─── DATA RECORDS

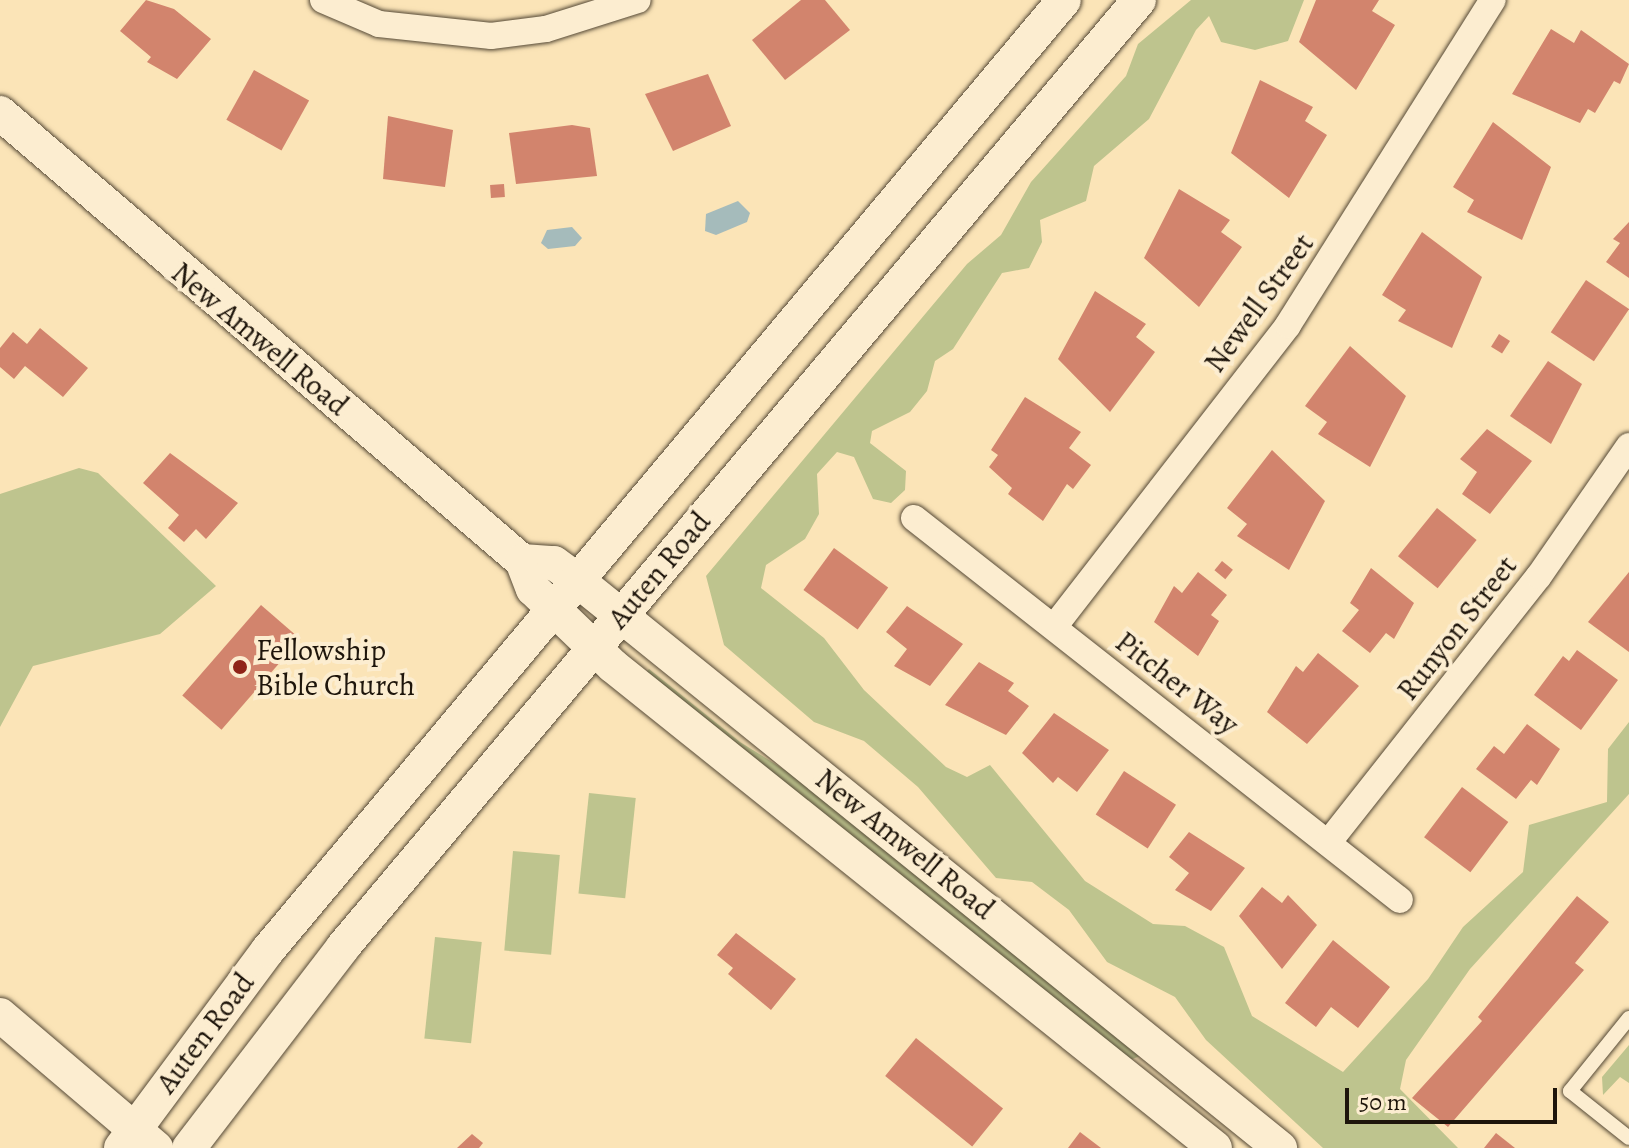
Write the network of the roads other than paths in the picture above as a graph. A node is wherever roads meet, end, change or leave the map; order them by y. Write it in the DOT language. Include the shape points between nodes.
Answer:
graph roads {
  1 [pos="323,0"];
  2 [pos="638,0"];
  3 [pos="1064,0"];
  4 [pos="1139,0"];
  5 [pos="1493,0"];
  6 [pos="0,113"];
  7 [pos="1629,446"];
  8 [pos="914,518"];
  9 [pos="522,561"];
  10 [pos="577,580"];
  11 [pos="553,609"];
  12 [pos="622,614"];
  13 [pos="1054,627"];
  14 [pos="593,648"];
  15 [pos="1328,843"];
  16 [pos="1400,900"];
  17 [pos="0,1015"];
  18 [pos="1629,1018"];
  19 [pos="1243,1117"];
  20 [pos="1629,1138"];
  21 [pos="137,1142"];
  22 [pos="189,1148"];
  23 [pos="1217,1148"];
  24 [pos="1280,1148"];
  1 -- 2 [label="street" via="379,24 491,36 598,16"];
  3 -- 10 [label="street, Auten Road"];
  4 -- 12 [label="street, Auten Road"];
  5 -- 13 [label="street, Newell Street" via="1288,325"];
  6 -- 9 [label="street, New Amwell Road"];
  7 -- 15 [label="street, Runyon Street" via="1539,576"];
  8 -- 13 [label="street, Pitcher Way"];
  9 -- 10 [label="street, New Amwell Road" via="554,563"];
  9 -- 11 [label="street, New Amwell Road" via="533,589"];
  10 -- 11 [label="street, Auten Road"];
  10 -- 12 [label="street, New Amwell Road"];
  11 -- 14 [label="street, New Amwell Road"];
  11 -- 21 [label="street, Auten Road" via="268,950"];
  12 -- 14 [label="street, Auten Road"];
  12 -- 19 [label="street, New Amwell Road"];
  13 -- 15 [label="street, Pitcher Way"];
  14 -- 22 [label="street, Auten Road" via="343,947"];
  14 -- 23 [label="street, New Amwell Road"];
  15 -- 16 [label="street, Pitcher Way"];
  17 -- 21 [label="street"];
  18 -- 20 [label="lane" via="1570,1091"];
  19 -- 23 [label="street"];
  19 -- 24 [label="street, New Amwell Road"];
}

──────

ACTIVITY:
Determine how many of the lines above hold the word "graph", and output that number by itself.

FINISHED EXERCISE:
2